Ceremony at the Jewish Cemetery
The message of Romanian President Nicușor Dan was read by state adviser Vlad Ionescu on Sunday at the Jewish Cemetery in Iași. Israeli President Isaac Herzog attended the ceremony, which marked 85 years since the Iași Pogrom of June 1941. Dan described the pogrom as one of the darkest chapters in Romania's history and a deep scar on the national conscience.
A systematic massacre
During three days of violence, authorities orchestrated the murder of about 13,000 Jews. Victims were shot in the streets, tortured, or packed into death trains. The writer Mihail Sebastian recorded the horror in his diary.
The massacre in Iași is an obsession from which we cannot escape.
Hate speech returning to public space
The president pointed to a renewed rise of inciting rhetoric.
Evil does not begin with acts of extreme violence, but with the tolerance of discrimination, stereotypes and exclusion.
He said the commemoration is no longer only a symbolic gesture of remembrance but also a warning. Extremism and historical revisionism, often masked in seemingly legitimate public discourse, remain real temptations, and the danger has not disappeared, either in Romania or across Europe.
Education as prevention
Dan praised Romania's progress in consolidating human rights safeguards and anti-Semitism legislation, aligning with European standards.

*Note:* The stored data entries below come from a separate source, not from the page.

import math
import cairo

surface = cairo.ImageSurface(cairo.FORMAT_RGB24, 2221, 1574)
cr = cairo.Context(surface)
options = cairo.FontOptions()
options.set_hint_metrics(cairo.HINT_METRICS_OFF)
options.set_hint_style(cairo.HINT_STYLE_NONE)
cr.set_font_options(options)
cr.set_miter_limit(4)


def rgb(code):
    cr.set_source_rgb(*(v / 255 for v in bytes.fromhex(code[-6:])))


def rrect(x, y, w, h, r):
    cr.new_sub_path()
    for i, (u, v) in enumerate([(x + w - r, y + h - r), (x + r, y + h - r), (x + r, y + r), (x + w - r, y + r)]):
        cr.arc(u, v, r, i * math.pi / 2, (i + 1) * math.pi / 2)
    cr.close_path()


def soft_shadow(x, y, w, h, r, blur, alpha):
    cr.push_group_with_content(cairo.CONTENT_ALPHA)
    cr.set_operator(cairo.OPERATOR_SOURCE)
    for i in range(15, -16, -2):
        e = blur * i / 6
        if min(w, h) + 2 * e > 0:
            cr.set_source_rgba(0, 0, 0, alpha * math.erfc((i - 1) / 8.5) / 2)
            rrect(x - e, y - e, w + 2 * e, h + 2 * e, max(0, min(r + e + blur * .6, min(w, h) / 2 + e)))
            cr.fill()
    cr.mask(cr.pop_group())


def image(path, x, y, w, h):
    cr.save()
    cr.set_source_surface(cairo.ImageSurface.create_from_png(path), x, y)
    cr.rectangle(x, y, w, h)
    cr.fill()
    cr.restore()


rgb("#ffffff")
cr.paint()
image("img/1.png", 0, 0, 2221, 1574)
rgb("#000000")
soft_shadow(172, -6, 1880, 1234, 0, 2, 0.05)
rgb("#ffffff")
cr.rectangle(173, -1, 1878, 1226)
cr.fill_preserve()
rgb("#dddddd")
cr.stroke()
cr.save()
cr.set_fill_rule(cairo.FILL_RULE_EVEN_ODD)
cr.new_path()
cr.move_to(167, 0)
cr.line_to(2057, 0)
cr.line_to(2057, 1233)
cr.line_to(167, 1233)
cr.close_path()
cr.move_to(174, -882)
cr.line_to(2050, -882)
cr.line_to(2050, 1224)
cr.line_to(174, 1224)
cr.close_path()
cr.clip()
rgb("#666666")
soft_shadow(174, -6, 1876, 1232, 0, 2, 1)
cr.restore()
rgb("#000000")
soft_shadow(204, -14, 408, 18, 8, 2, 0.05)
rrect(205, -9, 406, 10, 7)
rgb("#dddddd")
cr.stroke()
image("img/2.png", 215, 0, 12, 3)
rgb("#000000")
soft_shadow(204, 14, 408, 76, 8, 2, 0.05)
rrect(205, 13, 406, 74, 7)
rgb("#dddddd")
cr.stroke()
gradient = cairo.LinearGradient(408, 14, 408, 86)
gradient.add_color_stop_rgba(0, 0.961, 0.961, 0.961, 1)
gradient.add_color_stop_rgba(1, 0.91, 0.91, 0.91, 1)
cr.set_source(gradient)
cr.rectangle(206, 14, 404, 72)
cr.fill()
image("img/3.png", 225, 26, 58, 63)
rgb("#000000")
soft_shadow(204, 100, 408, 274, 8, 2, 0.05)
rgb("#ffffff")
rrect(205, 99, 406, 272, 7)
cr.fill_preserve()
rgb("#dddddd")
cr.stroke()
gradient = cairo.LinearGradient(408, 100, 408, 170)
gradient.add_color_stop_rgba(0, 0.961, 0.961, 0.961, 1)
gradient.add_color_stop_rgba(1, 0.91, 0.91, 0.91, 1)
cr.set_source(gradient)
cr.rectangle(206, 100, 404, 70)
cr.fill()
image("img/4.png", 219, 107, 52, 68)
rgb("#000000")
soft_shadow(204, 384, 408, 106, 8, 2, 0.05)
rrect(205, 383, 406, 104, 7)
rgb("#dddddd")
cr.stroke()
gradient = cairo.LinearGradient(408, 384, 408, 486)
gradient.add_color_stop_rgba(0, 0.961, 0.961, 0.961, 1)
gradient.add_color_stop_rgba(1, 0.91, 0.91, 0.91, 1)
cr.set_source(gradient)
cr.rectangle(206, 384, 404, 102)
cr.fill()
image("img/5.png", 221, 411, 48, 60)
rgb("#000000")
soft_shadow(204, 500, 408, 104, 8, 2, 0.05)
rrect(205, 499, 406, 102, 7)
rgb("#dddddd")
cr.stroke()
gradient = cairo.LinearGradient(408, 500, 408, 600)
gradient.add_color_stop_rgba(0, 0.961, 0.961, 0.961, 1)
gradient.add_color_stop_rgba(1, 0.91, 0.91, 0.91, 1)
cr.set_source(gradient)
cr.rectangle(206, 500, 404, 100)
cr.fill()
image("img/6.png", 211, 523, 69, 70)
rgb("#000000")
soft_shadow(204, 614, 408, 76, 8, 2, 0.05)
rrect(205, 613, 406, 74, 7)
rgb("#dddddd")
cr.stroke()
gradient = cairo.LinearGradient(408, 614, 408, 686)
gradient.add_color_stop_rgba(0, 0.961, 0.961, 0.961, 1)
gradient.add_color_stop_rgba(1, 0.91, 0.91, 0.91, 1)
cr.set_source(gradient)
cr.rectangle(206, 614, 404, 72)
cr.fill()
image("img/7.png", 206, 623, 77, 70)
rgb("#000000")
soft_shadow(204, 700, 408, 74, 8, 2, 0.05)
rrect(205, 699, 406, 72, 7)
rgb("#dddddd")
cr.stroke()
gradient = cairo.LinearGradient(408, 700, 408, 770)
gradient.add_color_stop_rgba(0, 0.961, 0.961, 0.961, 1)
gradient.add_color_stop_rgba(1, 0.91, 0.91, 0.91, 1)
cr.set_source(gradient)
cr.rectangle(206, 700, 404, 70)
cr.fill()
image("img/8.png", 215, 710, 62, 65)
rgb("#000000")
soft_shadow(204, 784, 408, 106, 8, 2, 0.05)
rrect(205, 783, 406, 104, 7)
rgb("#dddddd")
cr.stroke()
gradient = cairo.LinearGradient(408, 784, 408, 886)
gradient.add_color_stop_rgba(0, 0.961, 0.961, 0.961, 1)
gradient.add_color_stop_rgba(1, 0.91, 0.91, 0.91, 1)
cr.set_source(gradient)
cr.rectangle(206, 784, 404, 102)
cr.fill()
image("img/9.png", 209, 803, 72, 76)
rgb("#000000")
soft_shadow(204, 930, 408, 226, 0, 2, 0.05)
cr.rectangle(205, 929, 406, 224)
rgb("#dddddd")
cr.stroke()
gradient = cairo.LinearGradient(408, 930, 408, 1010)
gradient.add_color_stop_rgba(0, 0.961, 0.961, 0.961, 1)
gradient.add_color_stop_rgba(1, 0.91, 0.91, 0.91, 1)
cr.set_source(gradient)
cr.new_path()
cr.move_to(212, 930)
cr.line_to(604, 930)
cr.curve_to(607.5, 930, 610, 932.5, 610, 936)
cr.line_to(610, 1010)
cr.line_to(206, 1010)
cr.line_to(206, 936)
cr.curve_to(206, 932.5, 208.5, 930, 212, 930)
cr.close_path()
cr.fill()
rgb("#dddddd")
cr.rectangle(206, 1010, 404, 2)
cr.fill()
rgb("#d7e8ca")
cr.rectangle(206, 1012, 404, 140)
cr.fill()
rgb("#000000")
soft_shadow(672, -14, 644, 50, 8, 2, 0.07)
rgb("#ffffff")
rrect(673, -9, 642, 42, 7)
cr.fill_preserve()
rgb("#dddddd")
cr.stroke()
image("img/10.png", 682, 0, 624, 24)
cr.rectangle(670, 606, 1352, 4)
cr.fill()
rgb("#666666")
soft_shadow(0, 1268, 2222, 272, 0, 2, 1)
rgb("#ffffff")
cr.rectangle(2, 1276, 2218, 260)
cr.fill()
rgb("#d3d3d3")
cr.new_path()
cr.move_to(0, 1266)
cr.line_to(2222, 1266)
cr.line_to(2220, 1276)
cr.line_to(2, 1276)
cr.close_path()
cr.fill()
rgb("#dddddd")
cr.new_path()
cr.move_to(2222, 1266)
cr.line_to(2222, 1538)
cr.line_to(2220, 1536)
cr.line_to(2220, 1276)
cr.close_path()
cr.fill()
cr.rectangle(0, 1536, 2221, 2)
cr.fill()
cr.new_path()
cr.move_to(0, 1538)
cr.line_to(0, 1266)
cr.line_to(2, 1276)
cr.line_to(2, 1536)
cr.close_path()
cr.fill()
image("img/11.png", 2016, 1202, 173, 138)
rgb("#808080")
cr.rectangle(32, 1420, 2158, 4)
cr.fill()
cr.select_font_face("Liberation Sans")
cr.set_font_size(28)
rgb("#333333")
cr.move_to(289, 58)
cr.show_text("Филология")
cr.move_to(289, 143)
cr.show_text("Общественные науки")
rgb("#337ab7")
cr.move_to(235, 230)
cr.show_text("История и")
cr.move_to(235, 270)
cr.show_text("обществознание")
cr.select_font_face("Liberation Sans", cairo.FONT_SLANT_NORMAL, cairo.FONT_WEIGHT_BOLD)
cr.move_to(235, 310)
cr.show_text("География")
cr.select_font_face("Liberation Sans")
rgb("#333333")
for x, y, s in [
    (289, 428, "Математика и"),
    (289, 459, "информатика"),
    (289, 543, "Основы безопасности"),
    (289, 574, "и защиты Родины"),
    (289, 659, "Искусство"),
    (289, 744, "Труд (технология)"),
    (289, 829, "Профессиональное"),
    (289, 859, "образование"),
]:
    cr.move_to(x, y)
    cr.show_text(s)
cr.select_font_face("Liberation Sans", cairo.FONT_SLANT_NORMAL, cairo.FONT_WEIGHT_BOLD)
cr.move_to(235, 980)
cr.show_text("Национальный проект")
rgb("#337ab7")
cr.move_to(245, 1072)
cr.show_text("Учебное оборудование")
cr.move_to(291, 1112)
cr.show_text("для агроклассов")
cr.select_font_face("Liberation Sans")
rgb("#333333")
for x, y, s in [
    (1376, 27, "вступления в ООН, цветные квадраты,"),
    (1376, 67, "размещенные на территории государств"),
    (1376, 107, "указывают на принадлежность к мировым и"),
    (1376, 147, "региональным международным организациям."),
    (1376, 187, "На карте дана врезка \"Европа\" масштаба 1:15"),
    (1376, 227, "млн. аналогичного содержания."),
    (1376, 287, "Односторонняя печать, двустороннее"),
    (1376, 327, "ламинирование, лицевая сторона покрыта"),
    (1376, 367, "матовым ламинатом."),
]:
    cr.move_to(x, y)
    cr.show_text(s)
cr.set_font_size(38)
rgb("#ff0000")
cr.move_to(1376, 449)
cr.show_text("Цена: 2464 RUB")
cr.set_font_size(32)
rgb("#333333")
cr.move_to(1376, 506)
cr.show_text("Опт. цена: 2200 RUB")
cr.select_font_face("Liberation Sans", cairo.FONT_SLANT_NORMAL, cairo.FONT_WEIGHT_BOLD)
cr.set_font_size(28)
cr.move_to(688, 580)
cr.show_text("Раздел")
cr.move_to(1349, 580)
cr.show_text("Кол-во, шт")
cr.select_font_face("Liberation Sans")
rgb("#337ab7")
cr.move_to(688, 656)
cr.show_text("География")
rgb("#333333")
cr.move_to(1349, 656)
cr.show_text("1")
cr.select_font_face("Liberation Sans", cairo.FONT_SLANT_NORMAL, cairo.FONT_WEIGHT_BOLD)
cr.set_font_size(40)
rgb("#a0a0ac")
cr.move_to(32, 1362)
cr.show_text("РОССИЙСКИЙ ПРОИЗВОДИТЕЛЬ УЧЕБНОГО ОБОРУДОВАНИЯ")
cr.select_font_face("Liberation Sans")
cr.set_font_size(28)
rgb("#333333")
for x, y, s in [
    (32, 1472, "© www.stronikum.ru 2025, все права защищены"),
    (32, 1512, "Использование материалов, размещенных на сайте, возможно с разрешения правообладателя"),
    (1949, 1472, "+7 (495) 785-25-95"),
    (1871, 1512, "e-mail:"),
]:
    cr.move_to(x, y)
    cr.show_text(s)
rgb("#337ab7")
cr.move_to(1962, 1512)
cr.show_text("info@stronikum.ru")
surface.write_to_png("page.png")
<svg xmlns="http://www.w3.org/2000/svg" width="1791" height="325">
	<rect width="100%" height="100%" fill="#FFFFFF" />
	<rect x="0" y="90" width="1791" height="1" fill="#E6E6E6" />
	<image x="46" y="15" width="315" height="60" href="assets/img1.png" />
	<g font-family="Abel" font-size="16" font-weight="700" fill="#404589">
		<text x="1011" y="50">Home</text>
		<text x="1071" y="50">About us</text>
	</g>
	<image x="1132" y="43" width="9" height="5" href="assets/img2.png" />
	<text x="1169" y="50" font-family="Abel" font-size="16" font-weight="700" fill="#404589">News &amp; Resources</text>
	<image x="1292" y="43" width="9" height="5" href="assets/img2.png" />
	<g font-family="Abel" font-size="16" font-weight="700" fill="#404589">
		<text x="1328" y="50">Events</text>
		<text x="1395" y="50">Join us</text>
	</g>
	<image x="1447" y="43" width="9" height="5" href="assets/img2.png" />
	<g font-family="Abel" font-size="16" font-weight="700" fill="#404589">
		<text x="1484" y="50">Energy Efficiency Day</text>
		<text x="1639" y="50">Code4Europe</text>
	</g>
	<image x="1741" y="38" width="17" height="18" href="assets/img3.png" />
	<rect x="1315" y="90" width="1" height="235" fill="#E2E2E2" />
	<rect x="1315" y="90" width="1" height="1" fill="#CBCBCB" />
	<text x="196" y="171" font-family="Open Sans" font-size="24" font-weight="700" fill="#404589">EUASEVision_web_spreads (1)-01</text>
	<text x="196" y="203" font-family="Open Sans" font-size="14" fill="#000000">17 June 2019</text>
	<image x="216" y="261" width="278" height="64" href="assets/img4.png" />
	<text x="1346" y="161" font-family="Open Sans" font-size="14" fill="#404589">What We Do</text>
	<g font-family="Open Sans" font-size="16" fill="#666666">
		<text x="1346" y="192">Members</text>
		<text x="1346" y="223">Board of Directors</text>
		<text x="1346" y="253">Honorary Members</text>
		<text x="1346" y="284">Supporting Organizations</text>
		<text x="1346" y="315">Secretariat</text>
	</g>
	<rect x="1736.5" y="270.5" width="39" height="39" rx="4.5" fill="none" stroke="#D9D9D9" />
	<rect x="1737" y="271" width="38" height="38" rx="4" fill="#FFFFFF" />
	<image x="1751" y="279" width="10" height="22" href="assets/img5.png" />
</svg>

He insisted that these achievements do not close the memory process but continue it. He stressed that education is the strongest form of prevention and that young people must know the truth about the Holocaust.
Together, today in Iași, we commit not to fall into the trap of the 'banality of evil', a concept formulated by Hannah Arendt, and to remain vigilant in the face of intolerance, discrimination and hatred.